Thousands join search for survivors of China landslide

An aerial view of rescuers searching for survivors at the site of a landslide in China's Zhejiang province. Only one person has been rescued so far in the disaster which struck last Friday. The death toll stands at 25, with 12 people missing.
An aerial view of rescuers searching for survivors at the site of a landslide in China's Zhejiang province. Only one person has been rescued so far in the disaster which struck last Friday. The death toll stands at 25, with 12 people missing.PHOTO: REUTERS

HANGZHOU • More than 2,000 rescuers are searching for survivors of a landslide in eastern China that has killed at least 25 people, state-run media has reported.

Yesterday, four more bodies were found, bringing the death toll to 25, with 12 others missing.

Only one person has been rescued so far after the landslide hit Lidong village of Yaxi township in Zhejiang province last Friday night. Four bodies are yet to be identified. The township is in Lishui city.

The avalanche of mud and rock, caused by several days of torrential rain, engulfed 27 homes with 38 people inside them, the China News Service said. The landslide also flooded 21 homes, cut off power, damaged electricity circuits and set some houses on fire.

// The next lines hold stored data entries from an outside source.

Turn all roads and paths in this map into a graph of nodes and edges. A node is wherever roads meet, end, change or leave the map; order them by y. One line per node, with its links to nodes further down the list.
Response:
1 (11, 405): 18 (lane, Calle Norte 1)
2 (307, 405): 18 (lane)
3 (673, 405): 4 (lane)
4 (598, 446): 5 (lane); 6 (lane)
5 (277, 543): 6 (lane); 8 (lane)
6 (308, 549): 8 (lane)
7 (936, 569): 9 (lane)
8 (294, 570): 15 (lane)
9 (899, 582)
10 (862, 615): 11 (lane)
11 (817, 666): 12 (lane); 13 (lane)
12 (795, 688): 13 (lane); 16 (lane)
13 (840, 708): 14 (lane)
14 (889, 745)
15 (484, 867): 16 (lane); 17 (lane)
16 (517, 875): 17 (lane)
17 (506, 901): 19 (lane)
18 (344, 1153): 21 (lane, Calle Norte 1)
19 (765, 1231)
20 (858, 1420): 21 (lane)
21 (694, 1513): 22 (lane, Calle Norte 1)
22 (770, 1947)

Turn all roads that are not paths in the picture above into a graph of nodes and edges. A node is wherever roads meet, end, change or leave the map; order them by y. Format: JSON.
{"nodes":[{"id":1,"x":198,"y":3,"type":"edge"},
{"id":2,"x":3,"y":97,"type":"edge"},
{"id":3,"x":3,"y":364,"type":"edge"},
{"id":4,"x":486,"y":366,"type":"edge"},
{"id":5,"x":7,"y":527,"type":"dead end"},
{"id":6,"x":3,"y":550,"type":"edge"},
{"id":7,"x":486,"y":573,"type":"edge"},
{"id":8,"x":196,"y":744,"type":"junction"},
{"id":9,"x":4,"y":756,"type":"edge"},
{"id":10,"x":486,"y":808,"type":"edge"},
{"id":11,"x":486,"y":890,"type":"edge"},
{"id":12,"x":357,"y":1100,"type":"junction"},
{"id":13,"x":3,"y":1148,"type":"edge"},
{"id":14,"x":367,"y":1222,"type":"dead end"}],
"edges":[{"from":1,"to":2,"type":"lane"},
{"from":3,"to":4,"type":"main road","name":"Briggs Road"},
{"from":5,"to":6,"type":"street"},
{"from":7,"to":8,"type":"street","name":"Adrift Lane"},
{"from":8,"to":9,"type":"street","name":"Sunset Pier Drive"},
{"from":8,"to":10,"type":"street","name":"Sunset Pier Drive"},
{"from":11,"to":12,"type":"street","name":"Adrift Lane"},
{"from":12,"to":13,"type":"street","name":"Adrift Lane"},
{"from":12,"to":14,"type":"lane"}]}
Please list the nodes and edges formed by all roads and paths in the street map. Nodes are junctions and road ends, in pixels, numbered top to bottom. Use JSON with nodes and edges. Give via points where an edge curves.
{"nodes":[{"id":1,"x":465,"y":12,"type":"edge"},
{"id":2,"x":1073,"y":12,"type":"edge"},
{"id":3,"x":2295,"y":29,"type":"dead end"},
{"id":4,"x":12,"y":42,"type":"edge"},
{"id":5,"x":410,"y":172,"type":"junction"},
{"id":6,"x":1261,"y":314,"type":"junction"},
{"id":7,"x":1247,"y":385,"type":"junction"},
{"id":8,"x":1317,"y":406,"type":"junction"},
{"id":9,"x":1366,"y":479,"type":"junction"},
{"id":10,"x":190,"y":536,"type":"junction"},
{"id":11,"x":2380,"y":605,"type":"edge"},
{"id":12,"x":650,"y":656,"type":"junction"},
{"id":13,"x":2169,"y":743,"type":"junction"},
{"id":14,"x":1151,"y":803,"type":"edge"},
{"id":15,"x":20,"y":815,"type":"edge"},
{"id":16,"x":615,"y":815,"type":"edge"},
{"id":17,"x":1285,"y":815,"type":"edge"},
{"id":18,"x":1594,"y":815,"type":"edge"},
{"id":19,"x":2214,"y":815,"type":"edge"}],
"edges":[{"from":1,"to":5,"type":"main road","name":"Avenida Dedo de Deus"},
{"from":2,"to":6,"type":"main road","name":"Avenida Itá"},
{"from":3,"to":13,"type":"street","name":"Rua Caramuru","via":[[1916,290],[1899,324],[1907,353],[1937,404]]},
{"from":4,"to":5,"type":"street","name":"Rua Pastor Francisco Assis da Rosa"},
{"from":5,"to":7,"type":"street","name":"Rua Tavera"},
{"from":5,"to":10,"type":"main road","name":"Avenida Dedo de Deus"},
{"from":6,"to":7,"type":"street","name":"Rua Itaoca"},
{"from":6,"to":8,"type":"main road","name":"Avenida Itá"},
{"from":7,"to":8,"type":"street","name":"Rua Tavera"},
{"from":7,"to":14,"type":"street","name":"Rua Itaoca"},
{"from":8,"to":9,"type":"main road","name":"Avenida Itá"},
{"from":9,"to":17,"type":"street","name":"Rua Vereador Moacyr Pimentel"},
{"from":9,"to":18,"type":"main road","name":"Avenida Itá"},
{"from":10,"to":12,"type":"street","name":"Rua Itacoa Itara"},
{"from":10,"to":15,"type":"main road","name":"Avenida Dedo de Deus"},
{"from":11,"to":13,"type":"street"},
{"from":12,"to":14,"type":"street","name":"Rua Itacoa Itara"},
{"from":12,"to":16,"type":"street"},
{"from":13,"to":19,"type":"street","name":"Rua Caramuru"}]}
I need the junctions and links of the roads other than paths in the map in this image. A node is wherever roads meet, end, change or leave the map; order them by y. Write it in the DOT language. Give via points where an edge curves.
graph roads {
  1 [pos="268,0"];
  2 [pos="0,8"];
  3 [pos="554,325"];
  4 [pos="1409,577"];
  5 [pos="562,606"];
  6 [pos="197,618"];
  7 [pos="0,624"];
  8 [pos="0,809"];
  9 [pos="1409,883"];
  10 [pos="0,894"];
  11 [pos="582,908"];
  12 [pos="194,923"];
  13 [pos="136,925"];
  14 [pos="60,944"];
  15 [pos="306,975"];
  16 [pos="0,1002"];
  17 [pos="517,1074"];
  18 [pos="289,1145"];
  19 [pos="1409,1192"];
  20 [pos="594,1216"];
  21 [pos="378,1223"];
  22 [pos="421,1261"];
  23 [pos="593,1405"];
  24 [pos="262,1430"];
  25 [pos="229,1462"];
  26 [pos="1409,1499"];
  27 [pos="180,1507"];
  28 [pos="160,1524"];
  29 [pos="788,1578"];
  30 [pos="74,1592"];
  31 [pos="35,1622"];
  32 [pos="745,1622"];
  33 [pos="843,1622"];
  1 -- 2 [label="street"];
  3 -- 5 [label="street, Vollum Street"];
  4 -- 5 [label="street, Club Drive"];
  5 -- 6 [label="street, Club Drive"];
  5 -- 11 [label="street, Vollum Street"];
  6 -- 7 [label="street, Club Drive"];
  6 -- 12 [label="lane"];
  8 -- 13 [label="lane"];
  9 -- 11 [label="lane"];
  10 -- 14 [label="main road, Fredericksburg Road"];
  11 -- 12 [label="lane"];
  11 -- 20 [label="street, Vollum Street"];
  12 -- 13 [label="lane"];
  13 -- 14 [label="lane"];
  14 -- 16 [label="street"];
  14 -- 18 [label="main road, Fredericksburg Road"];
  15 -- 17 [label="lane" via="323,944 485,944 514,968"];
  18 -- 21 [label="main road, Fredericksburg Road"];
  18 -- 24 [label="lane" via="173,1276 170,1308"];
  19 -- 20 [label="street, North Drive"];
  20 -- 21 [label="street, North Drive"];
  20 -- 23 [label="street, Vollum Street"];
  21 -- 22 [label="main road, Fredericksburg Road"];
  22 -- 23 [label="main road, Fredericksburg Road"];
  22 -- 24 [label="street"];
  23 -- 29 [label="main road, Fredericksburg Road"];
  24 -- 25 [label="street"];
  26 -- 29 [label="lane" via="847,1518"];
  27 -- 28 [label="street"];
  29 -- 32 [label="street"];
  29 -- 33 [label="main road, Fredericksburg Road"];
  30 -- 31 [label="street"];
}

"I saw the house in front of me was ablaze before it was buried by mud. I heard people screaming for help from inside. But I really couldn't get over to them," said a survivor, a 26-year-old man identified only by his surname Li.

The city government said in a press release that more than 2,300 rescuers, along with seven sniffer dogs, over 60 large machines and 50 aid vehicles have been mobilised for rescue operations.

About 200 people from 10 professional civil rescue teams have also rushed to the site from both Lishui and neighbouring cities to help.

Photos posted on Sina Weibo, a Chinese version of Twitter, showed rescue teams working through the night trying to pull people out.

But efforts were hampered by rain yesterday, which is expected to continue throughout the week.

The local meteorological department has forecast more rain for several days, warning of further hazards for the rescuers and a risk of further landslides, as well as crop damage.

Mr Mao Zirong, Lishui's standing deputy mayor, said the large amount of mud has formed a small barrier lake at the site, hampering rescue efforts.

Manual digging often replaces machine excavation as the search for survivors is still the priority, he explained.

Mr Yang Xiuqing, head of Liandu district, said a team of psychologists has been providing help to family members of the victims.

The local government has dispatched 52 teams comprising more than 620 people to investigate the site in case of any further disasters.

Staff with the Ministry of Land and Resources have also been dispatched from the capital Beijing to carry out inspections in the neighbouring mountain areas and prepare to organise evacuations.

More than 300 villagers have been relocated, and more than 400 volunteers are providing services at a resettlement camp.